In 1938, the tremulant was added to the swell division. In addition to this, the swell to great coupler was changed and detail to the console was added. In 1997, the organ was cleaned and renovated by Foster Waite of Newbury, but no changes were made.

== Notable burials ==
Maria Hale (occasionally written as Martha Hale) was born in 1791, and lived in Park Cottage on the edge of the court's parkland. It was rumoured that she was a witch, and would turn herself into a hare and sit outside the Falcon pub in Tadley to learn gossip. The hare was shot in the leg by the gamekeeper, and Hale reportedly had a limp thereafter. Other rumours suggest that she cursed villagers' gardens when they refused her request for flowers, and that she bestowed illness upon her son when he left home for Windsor so that he would return.

The United Kingdom Census of 1871 listed Hale as living in Mortimer.
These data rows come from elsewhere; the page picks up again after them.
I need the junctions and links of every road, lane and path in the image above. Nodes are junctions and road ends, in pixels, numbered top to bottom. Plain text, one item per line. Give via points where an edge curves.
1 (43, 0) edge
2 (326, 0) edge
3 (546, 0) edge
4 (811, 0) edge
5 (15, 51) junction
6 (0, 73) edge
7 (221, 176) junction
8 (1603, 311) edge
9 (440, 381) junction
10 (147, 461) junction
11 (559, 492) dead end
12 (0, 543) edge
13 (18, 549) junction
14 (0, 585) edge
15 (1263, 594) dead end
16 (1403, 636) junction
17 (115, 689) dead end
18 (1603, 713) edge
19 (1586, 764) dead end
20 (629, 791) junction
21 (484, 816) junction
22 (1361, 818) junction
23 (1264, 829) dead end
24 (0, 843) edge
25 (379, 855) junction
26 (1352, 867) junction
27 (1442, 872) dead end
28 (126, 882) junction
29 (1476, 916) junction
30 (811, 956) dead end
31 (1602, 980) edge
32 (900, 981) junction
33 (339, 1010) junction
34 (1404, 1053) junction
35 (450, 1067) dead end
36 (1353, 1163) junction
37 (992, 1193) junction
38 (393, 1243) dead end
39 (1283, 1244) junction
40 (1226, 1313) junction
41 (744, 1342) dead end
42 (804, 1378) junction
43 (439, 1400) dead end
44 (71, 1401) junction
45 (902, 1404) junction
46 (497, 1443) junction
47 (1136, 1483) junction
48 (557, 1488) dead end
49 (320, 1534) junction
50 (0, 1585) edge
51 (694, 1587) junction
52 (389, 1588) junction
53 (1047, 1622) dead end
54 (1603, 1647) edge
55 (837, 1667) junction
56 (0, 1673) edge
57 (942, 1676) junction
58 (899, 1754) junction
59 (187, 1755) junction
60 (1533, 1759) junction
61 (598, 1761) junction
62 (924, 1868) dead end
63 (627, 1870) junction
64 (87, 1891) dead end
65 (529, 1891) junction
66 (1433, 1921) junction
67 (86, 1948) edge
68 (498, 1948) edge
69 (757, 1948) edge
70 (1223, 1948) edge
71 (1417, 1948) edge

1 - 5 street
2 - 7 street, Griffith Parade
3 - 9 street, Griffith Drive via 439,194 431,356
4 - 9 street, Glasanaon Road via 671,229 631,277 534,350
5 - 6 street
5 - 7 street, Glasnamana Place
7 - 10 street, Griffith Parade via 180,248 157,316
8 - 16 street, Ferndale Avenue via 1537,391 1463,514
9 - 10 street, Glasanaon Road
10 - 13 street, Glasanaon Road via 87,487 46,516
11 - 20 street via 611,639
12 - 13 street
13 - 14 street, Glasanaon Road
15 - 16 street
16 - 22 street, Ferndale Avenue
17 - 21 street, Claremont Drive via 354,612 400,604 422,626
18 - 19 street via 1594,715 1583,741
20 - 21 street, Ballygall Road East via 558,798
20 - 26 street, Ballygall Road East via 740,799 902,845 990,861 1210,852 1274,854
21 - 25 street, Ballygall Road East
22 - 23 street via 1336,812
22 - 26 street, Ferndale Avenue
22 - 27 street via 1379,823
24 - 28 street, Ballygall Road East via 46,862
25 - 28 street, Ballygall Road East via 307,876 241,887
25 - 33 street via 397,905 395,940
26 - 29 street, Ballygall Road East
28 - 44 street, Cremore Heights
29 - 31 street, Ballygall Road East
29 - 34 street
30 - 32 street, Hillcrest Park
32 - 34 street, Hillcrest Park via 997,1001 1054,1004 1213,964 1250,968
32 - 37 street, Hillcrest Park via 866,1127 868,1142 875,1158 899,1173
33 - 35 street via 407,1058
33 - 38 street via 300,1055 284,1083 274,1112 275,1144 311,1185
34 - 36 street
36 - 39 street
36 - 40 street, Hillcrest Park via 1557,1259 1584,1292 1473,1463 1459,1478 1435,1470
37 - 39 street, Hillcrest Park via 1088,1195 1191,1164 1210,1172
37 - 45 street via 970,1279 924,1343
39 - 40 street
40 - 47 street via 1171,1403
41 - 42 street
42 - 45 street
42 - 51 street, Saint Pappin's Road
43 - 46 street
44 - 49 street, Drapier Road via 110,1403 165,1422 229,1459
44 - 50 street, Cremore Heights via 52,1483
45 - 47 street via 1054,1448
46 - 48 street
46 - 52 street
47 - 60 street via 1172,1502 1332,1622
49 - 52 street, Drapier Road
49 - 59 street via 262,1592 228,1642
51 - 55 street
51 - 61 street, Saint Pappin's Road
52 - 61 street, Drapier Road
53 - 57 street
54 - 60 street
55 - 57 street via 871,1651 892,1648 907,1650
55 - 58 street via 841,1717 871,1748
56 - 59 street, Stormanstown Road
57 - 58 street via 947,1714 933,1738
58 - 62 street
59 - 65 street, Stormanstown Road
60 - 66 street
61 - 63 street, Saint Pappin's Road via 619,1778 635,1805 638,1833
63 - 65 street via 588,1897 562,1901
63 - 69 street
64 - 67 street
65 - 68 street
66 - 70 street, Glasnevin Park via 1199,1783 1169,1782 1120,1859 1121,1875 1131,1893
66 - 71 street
At that time the census divided the county into subdivisions, and Aldermaston was within the Mortimer division. She died 8 years later in 1879, and was buried south-west of the church's entrance beside a yew tree. Her coffin was supposedly weighed down with stones and bricks, and the gravediggers jumped on the grave to ensure that she would never rise. It is rumoured that placing a pin in the church door and running around the church three times will summon her ghost.

Charles Keyser, Daniel Burr, and John Stair are buried in the Aldermaston churchyard.